Mid-life changes
The age at which the term mid-life applies varies. Let us assume that this stage of life is anywhere from 40–65 years of age. Whatever events have led us here, the questions we may be asking are ‘what is the meaning of life?’, ‘who am I?’, ‘what do I believe in?’ and ‘do I matter?’. Mid-life provides the opportunity to reflect, re-evaluate and understand what we think, how we feel, and consider what we want to do.
What is mid-life?
A happy mid-life depends on our ability to integrate what has gone before. Reflecting on our pasts means getting to grips with how we thought then and what we think now; what we felt back then and what we feel now; how we behaved in the past and how we choose to behave now.
Without the ability to be reflective, we may find ourselves immersed in specific symptoms of depression and/or anxiety, finding ourselves becoming more isolated or attempting to control those around us. Our awareness of such symptoms is the sign that change is possible. It is never too late, even if it doesn’t feel that way.
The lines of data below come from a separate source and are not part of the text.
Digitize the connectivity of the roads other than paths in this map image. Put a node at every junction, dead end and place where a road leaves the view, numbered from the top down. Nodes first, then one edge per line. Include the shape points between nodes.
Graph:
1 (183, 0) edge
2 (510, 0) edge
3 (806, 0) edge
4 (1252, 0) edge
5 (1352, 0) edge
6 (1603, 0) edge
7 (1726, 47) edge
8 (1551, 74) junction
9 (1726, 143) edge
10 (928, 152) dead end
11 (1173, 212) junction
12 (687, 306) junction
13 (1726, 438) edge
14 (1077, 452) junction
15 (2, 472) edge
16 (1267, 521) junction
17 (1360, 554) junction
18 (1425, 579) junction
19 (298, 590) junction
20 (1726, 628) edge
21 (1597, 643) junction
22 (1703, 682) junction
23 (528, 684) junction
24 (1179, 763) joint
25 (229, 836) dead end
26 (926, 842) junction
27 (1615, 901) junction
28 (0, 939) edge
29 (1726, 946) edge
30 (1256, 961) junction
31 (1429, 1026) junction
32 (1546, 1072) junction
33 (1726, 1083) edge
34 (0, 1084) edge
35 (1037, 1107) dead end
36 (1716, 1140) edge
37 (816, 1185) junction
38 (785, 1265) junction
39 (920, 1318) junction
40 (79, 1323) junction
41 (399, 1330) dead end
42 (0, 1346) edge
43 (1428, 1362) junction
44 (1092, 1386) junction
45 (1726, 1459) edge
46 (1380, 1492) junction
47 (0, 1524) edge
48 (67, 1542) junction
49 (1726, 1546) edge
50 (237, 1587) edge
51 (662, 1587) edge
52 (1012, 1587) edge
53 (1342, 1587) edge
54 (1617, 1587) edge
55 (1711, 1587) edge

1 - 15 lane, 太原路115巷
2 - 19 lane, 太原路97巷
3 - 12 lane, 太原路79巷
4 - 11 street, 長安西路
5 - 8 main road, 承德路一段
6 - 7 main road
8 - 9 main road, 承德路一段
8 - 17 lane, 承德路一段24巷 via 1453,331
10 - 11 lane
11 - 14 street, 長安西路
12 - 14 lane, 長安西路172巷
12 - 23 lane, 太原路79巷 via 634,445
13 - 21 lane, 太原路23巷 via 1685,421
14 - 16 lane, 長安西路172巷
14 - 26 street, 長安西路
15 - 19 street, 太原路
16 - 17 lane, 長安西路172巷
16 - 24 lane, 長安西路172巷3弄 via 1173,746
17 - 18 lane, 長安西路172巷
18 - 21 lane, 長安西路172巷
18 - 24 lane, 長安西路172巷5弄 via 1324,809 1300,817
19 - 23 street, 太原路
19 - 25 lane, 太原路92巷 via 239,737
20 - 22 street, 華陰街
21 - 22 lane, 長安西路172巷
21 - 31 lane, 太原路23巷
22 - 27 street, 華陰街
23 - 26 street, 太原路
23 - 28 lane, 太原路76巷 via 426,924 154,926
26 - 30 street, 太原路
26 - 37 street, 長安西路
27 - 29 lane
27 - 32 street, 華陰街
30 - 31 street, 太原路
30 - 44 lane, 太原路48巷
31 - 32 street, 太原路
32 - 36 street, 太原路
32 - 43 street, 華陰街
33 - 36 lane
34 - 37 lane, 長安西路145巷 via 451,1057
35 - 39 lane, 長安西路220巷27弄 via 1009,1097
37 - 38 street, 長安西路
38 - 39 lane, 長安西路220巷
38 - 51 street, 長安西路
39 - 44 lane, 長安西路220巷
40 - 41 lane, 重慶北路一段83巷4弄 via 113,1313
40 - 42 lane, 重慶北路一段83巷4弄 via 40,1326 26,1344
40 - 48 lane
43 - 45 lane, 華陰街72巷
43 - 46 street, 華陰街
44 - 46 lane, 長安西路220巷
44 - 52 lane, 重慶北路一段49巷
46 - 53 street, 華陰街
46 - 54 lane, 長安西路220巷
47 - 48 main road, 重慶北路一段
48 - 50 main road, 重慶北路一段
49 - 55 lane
The mid-life stage is the period where we have the opportunity to look again. What is it we want in life, what are our specific needs and expectations, and how do we want to move into our future? Considering new options will open up the truth about previously held assumptions, assumptions we had felt were fixed and set in stone. The possibilities of new ways of being are exciting as well as daunting. Becoming reflective may highlight our past fixed attitudes, prejudices and judgements. Realising our previously held prejudices can feel humiliating, painful and sad. Our flaws and limitations are all the more evident as we slow down in life and are less distracted by daily routines and punishing schedules. These reflections may bring about the desire to change to become more open-minded and accepting of ourselves and of others.
"The opus consists of three parts: insight, endurance, and action. Psychology is needed only in the first part, but in the second and third parts, moral strength plays the predominant role" - C.G. Jung. Letters. Vol.1, p375.
Our history so far has been ordained through our social, cultural, personal, gendered, religious, political and economic experiences, through which we have constructed our world view. Our family environment was one to be integrated and sometimes survived. Our education shaped and moulded our talents whilst denying us others. Choices and their consequences have not always been as freely chosen as we want to believe. Our personal sense of self was developed in childhood through the expectations and conditions of others. Internalising those expectations as our own, they have continued into our adult lives leading to decades of adult life consumed with distractions and busyness.
The opportunity of the mid-life stage is to look again. Reflecting upon our past choices with compassion and acceptance is the key to finding the new you. Be honest about the choices you now regret, without beating yourself up, accepting you did what you needed to do at the time. Accurately naming what you thought, and how you felt at the time, without denying, justifying, excusing or minimising, requires courage and honesty.
Accurately felt and accepted, we can learn from our emotions. Personal feelings are spontaneous and provide us with information about our environments. All emotions enable us to understand ourselves and to re-decide how we wish to be in relationships with others. Recovering past buried emotions will help us in the present to respond to situations honestly. Emotions represent our ‘energy in motion’. How we interpret the feelings, and the meaning we give to them, predicts how we react or respond.
Repressed emotions lie in wait like a ticking time bomb. Relationships or life events touching your repressed emotions may cause an explosion into anger or rage, or shutdown and withdrawal. Blaming others for how we are reacting is taking the position of the victim and avoiding any self-responsibility (the ability to respond). Becoming aware of past hurts, and processing them by speaking honestly about them, and accurately feeling the repressed emotions of humiliation, shame, pain, anger or fear, is the courage needed to change and become a stronger person.
Moving toward maturity and having the strength to accept the past with self-compassion enables the integration of those personal experiences, thoughts, behaviours and emotions.
The truth will set you free
However, this realisation and the pull toward change and growth will come up against the opposition of the entrenched, acquired personality thus far. This painful clash may feel like you are going ‘crazy’, and it is normal. As Jesus said, ‘unless a kernel of wheat falls to the ground and dies, it remains only a single seed. But if it dies, it produces many seeds’ (John 12:24, Bible, NIV). Dying to your old self and finding the new in you, is your journey now. Dying to your old self is the work of honest exploration and reflection with accurately felt emotions. Just naming the events is not enough. It is important to feel the associated anger, confusion, grief and to name what was lost. The process of integrating the past losses, authentically, is the journey toward becoming the new you.
Mid-life is the time to attend to our individual growth and allow our repressed emotions to be acknowledged and felt. Perhaps this is the moral strength required that Jung referred to. The willingness to find the courage, to be honest, to seek wholeness rather than living with a part of us denied, and to accept ourselves with compassion is the work of personal development and growth. We can examine and ask ‘what did I reject in me in order for me to achieve or fit in?’, ‘what was banned and needed conformity?’, or ‘what did I not appreciate, that I now understand?’. Finally, we may ask ‘Who am I now and who do I want to become?’.